Adobe has developed a new tool that makes it easier for creatives to securely attribute their work, even if someone takes a screenshot and reposts it online. The Content Authenticity web app, which went into public beta today, allows you to embed invisible, tamper-resistant metadata into images and photos to help identify who owns them.
The new web application, first announced in October, is based on Adobe’s Content Credentials content attribution system. Artists and creatives can add information directly to their work, including links to their social media accounts, websites, and other attributes that can be used to identify them online. The app can also track the editing history of images and helps creatives prevent artificial intelligence from learning from them.
For added security, the Adobe Content Authenticity app and the Behance portfolio platform, which can also be built into Content Credentials, allow creatives to verify their identity through LinkedIn verification. This should make it harder for Content Credentials to be linked to fake online profiles, but given that LinkedIn isn’t exactly known for its creative community (yet), it could also be a shot at X. Formerly known as Twitter, X was one of the founding members of the Adobe Content Authenticity Initiative in 2019, before withdrawing from the partnership and turning its verification system into a paid subscription service owned by Elon Musk.

According to Adobe, the Content Authenticity web app “is currently free while it is in beta,” although the company has not said whether this will change when it becomes publicly available. All you need is an Adobe account (which does not require an active Creative Cloud subscription).
The images you want to apply Content Credentials to must not have been edited or created with other Adobe apps. While Adobe apps like Photoshop can already embed Content Credentials in images, the Content Authenticity web app not only gives users more control over what information to embed, but also allows them to tag up to 50 images, rather than each one individually. Currently, only JPEG and PNG files are supported, but Adobe says that support for larger files and additional media, including video and audio, “will be coming soon.”

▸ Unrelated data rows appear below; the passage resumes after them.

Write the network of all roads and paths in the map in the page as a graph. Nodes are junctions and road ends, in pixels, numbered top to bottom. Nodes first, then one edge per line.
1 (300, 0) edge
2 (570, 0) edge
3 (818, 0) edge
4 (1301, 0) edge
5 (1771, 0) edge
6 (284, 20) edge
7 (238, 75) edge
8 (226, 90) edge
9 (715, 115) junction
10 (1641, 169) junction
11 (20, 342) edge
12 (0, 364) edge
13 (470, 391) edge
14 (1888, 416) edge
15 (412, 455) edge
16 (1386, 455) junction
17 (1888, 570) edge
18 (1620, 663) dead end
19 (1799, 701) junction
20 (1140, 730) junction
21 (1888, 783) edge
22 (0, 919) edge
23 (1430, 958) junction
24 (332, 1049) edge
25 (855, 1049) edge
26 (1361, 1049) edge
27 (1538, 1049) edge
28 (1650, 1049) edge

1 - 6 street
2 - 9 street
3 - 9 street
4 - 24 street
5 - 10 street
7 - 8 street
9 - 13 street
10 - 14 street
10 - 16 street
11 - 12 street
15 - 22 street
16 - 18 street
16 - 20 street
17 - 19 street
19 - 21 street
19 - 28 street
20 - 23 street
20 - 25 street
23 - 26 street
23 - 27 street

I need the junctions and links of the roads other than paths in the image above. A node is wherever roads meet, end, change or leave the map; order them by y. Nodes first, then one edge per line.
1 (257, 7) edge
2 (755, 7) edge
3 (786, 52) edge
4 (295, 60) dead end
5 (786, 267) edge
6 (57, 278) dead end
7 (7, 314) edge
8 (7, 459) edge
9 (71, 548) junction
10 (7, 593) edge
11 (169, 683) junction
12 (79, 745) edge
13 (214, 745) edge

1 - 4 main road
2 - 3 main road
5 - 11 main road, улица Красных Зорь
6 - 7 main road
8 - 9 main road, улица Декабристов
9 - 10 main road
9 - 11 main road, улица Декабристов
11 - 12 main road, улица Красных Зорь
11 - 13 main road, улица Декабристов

Creators can also use the app to add tags to their work that signal to AI developers that they do not have permission to use it for AI training. This is much more efficient than contacting each AI provider directly – which typically requires applying protection to each image individually – but there is no guarantee that these tags will be recognized or honored by every AI company.
Adobe states that it is working with policymakers and industry partners to “create effective, creator-friendly opt-out mechanisms for Content Credentials-based tags.” It is currently one of many protections that users can apply to their work to prevent AI models from learning from it, along with systems such as Glaze and Nightshade. Andy Parsons, senior director of Content Authenticity at Adobe, told The Verge that third-party AI protections are unlikely to interfere with Content Credentials, allowing creatives to use them in a harmonious way in their work.
However, the Content Authenticity app isn’t just for creatives, as it allows anyone to check whether Content Credentials have been applied to images they find online, just like the Content Authenticity extension for Google Chrome that launched last year. The web app verification tool will recover and display Content Credentials even if image hosting platforms have erased them, along with an edit history, if available, that can show whether generative AI tools were used to create or manipulate the image.
An additional benefit is that the Chrome extension and verification tool are independent of third-party support, making it easier to authenticate content on platforms where images are commonly shared without attribution. With AI-enabled editing apps becoming increasingly available and also making manipulation more difficult to detect, Adobe’s content authentication tools can help prevent some people from being misled by convincing fakes online.